Stored data
-- Opening Marker --

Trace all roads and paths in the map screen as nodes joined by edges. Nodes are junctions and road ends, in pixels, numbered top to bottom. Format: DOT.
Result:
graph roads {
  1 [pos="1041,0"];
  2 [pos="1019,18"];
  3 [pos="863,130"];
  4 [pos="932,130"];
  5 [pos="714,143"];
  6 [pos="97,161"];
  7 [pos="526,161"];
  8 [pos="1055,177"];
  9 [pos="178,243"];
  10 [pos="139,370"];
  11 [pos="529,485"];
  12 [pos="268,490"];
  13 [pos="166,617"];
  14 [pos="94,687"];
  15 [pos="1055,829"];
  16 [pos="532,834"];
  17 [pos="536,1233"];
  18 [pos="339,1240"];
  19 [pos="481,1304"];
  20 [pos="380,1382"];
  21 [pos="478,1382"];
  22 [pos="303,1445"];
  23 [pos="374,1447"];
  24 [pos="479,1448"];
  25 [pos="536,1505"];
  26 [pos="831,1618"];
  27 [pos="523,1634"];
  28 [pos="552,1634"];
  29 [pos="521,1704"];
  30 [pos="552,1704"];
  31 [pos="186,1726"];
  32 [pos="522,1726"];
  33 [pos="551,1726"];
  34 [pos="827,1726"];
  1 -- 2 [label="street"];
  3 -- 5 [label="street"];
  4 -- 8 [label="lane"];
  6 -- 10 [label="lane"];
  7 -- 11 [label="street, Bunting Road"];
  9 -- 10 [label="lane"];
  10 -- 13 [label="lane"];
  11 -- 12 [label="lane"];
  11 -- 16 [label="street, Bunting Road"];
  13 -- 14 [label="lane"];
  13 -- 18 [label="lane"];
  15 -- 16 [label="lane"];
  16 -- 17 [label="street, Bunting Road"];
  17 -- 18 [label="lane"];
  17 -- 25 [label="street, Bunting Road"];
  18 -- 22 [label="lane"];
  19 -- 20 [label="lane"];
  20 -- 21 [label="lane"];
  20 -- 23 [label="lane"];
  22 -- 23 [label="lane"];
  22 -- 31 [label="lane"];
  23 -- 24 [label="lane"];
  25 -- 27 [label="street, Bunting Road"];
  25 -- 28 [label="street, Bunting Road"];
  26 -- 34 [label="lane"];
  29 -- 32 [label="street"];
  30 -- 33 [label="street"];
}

-- Closing Marker --

▶ [EXERCISE INSTRUCTIONS] Looking at the records above, which lines contain "roads"? Copy those lines.

▶ [EXPECTED ANSWER]
Trace all roads and paths in the map screen as nodes joined by edges. Nodes are junctions and road ends, in pixels, numbered top to bottom. Format: DOT.
graph roads {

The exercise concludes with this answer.